The Massive Open Online Course (MOOC) will use the Book of Kells as a window the course will explore the landscape, history, theology, and politics of early medieval Ireland and explore how that past is understood in modern Ireland.
“Every year the campus of Trinity fills with expectant visitors, keen to see the world famous Book of Kells for themselves,” explains Rachel Moss, Associate Professor in the History of Art and Architecture, and one of the course designers. “There are few experiences to beat the experience of gazing on these precious pages, and imagining who else has shared that privilege over the past 1,200 years.

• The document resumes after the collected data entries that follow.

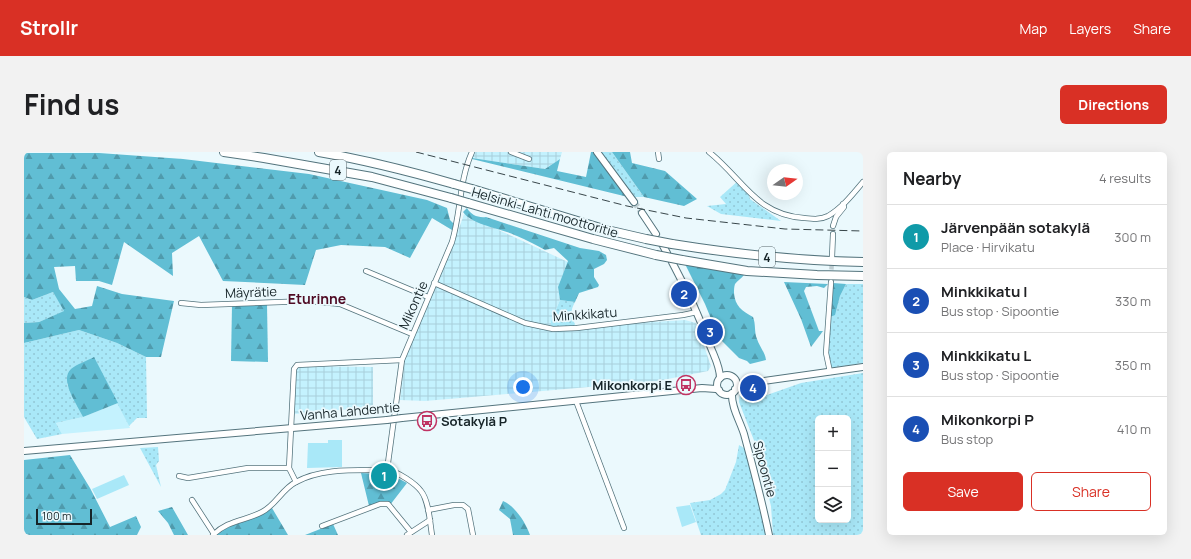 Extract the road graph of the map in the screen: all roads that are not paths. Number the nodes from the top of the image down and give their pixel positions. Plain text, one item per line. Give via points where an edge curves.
1 (224, 152) edge
2 (319, 152) edge
3 (472, 152) edge
4 (511, 152) edge
5 (597, 152) edge
6 (658, 152) edge
7 (709, 152) edge
8 (529, 159) dead end
9 (659, 159) dead end
10 (863, 182) edge
11 (634, 202) tunnel mouth
12 (843, 204) junction
13 (642, 213) tunnel mouth
14 (833, 226) dead end
15 (656, 234) dead end
16 (833, 234) dead end
17 (662, 244) dead end
18 (667, 253) dead end
19 (832, 257) tunnel mouth
20 (672, 262) dead end
21 (863, 262) edge
22 (366, 270) dead end
23 (863, 276) edge
24 (831, 282) tunnel mouth
25 (434, 283) junction
26 (428, 297) junction
27 (181, 303) dead end
28 (697, 312) junction
29 (412, 334) junction
30 (402, 360) junction
31 (717, 362) junction
32 (863, 367) edge
33 (830, 372) junction
34 (728, 375) junction
35 (719, 380) junction
36 (735, 380) junction
37 (757, 382) junction
38 (702, 388) junction
39 (733, 391) junction
40 (721, 392) junction
41 (576, 400) junction
42 (735, 411) junction
43 (291, 427) junction
44 (24, 451) edge
45 (289, 468) junction
46 (387, 470) junction
47 (179, 476) dead end
48 (296, 482) junction
49 (192, 500) dead end
50 (428, 510) junction
51 (430, 520) junction
52 (322, 526) dead end
53 (624, 528) dead end
54 (214, 534) edge
55 (409, 534) edge
56 (432, 535) edge
57 (473, 535) edge
58 (769, 535) edge

1 - 23 highway, Helsinki-Lahti moottoritie / 4, bridge via 372,177 656,255 747,271
2 - 21 highway, Helsinki-Lahti moottoritie / 4, bridge via 383,165 646,239 771,258
3 - 25 street, Mikontie via 463,179 458,224
4 - 8 street
5 - 11 main road
6 - 9 street
7 - 12 street via 753,197 781,214 796,218 819,219 828,216
10 - 12 street
12 - 14 street via 844,207
13 - 15 main road
16 - 19 street
17 - 18 main road
20 - 28 main road
22 - 26 street
24 - 33 street via 826,353
25 - 26 street, Mikontie
25 - 28 street, Minkkikatu via 525,323 546,328 590,326
26 - 29 street, Mikontie
27 - 29 street, Mäyrätie via 201,305 309,301 340,304
28 - 31 main road
29 - 30 street, Mikontie
30 - 43 street via 297,365 294,369
30 - 46 street, Mikontie
31 - 34 main road
31 - 35 main road
32 - 33 main road
33 - 37 main road
34 - 35 main road
34 - 36 main road
35 - 38 main road, Vanha Lahdentie
35 - 40 main road
36 - 37 main road
36 - 39 main road
37 - 39 main road
38 - 40 main road, Vanha Lahdentie
38 - 41 main road, Vanha Lahdentie
39 - 40 main road via 728,394
39 - 42 main road, Sipoontie
40 - 42 main road, Sipoontie
41 - 43 main road, Vanha Lahdentie, bridge via 387,420
41 - 53 street
42 - 58 main road, Sipoontie via 757,480
43 - 44 main road, Vanha Lahdentie
43 - 45 street
45 - 47 street via 248,468 188,478
45 - 48 street
46 - 48 street via 319,473
46 - 50 street via 406,479 420,490
48 - 54 street via 282,493 271,507 233,522
49 - 54 street
50 - 51 street
50 - 57 street via 463,505 468,509
51 - 55 street
51 - 56 street
52 - 55 street via 380,504 388,504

The longer you dwell, the more detail reveals itself, and the more intriguing the manuscript becomes.”
“In this course we look forward to being able to share the manuscript with those who have yet to see it for themselves, and share it again with those that have. The course will bring the learner beyond that initial encounter to explore its minute and intricate art, how it was made and what it might have meant to its makers. The course will not just dwell in the past. The manuscript is extraordinary in the way in which it has managed to grip the public imagination up to the present day. Despite centuries of scholarship, new research continues to disentangle some of the enigmas that it presents.”
Learners on the course will explore the art, theology and materiality of the manuscript and the meanings that it holds. Each week the course will explore a different side of the Book of Kells; its history, how it was made, interpreting its images, and what the book means for popular culture today.
At the end of the course learners will be able to explain the function and meanings of medieval Irish art; understand how medieval manuscripts were made and engage critically with methodologies and scholarly debates which have shaped interpretations of the period. The course will also equip learners with knowledge of the distinctive features of the Irish Church in this era and an understanding of the visual, theological and historical characteristics of medieval material culture.
Fáinche Ryan, Assistant Professor of Systematic Theology and Director of the Loyola Institute, added: “Growing up in Ireland I always knew that the Book of Kells was a great Irish treasure. But it wasn’t until I began to study it from the point of view of theology that I began to appreciate the wealth of insight to be gleaned from this important manuscript. It is a text both of great beauty, and of great learning.”
“The more I learn about the Book of Kells the more amazed I am at the scholarship of the people of these islands, perched as it then was at the edge of the Western world. In this course we hope to share something of this ‘learned beauty’. A particular richness of this course for me has been the opportunity to work with art historians and colleagues in the Library. The intersection of art and theology, and insights into the work of the custodians of the manuscript, adds greatly to the course.”